▸ Work order
Among the entries that follow, find every line with the word "Sriwijaya" and copy it.

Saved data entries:
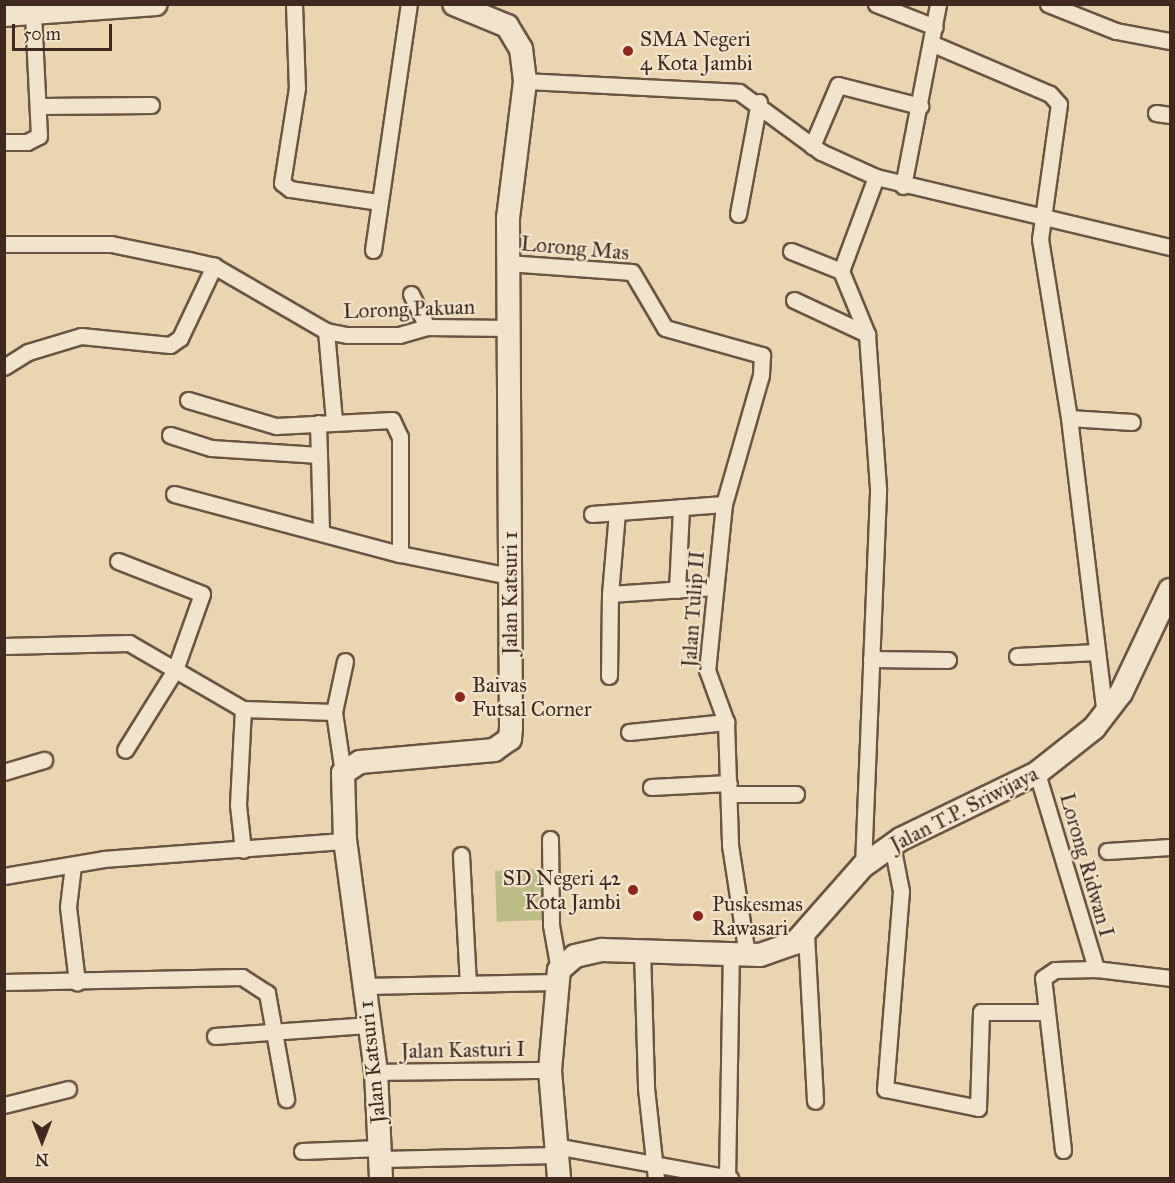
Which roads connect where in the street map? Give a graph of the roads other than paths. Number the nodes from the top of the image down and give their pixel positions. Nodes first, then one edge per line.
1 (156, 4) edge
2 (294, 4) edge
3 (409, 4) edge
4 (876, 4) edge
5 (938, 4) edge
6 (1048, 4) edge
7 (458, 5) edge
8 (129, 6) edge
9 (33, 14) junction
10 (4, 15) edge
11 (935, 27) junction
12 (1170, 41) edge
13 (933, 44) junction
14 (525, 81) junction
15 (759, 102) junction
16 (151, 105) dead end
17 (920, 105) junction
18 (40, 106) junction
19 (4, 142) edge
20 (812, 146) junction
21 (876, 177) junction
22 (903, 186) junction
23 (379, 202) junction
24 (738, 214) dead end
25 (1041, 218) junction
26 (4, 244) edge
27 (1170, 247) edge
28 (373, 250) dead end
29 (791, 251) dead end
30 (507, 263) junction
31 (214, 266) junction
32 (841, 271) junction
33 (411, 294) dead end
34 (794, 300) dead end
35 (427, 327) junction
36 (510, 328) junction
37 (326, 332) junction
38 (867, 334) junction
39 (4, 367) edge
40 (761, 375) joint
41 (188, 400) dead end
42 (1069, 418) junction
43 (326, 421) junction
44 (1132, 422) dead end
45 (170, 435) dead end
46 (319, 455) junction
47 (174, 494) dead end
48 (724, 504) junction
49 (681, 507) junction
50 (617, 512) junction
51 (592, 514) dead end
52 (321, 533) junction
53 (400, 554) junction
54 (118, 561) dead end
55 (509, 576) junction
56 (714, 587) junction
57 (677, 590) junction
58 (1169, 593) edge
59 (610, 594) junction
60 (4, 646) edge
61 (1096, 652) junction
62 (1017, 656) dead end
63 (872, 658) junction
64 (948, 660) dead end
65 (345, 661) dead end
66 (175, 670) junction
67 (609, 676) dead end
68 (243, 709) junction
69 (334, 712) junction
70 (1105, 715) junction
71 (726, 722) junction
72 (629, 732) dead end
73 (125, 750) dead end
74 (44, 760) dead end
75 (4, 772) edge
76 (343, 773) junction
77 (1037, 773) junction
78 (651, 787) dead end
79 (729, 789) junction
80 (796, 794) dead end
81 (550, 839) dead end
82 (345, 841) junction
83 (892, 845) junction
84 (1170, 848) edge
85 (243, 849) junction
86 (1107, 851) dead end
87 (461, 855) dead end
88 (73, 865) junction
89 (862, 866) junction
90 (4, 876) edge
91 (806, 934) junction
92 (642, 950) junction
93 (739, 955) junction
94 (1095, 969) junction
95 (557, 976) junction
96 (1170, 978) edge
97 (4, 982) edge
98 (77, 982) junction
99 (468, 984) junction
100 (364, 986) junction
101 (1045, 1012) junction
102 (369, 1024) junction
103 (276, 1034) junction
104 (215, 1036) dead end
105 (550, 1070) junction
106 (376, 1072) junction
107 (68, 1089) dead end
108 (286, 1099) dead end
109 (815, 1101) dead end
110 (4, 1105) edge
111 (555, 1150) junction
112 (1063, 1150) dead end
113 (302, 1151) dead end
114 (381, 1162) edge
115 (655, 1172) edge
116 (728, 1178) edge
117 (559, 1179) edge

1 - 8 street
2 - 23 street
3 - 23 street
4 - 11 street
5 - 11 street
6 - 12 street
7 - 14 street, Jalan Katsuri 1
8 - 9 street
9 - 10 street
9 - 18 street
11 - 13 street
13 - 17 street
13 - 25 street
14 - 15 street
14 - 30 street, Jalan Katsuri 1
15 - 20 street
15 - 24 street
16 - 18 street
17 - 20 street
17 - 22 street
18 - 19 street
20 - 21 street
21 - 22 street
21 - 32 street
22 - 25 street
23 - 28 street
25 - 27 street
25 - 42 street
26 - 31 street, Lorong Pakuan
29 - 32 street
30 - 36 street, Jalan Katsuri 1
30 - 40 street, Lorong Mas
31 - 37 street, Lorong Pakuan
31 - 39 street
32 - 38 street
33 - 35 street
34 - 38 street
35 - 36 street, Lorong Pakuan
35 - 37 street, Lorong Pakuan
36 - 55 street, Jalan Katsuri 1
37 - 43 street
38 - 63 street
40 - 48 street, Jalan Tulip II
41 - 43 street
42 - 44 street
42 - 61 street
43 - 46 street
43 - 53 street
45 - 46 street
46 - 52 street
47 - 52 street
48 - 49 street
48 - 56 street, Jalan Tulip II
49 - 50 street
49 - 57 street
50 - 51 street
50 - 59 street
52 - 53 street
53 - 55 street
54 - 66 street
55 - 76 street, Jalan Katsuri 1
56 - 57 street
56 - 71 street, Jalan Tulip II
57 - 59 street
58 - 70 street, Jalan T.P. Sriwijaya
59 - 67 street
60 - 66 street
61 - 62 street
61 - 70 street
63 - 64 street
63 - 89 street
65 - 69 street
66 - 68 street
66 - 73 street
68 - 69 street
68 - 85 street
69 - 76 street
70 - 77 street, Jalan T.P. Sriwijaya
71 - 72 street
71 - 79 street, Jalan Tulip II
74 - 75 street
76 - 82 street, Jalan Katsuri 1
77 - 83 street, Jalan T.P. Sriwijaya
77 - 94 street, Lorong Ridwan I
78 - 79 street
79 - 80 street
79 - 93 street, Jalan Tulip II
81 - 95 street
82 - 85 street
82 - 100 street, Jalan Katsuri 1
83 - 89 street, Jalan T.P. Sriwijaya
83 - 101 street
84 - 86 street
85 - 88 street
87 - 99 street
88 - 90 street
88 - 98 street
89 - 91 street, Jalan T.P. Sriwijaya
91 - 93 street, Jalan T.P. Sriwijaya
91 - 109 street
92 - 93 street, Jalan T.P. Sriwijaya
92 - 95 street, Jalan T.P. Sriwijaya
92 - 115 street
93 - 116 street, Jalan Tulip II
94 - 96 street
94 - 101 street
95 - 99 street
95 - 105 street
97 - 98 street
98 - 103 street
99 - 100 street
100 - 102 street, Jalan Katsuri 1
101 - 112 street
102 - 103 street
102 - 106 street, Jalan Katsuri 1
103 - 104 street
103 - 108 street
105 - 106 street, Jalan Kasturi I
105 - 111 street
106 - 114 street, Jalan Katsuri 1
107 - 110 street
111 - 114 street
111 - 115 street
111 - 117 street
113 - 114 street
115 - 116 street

▸ Written answer
58 - 70 street, Jalan T.P. Sriwijaya
70 - 77 street, Jalan T.P. Sriwijaya
77 - 83 street, Jalan T.P. Sriwijaya
83 - 89 street, Jalan T.P. Sriwijaya
89 - 91 street, Jalan T.P. Sriwijaya
91 - 93 street, Jalan T.P. Sriwijaya
92 - 93 street, Jalan T.P. Sriwijaya
92 - 95 street, Jalan T.P. Sriwijaya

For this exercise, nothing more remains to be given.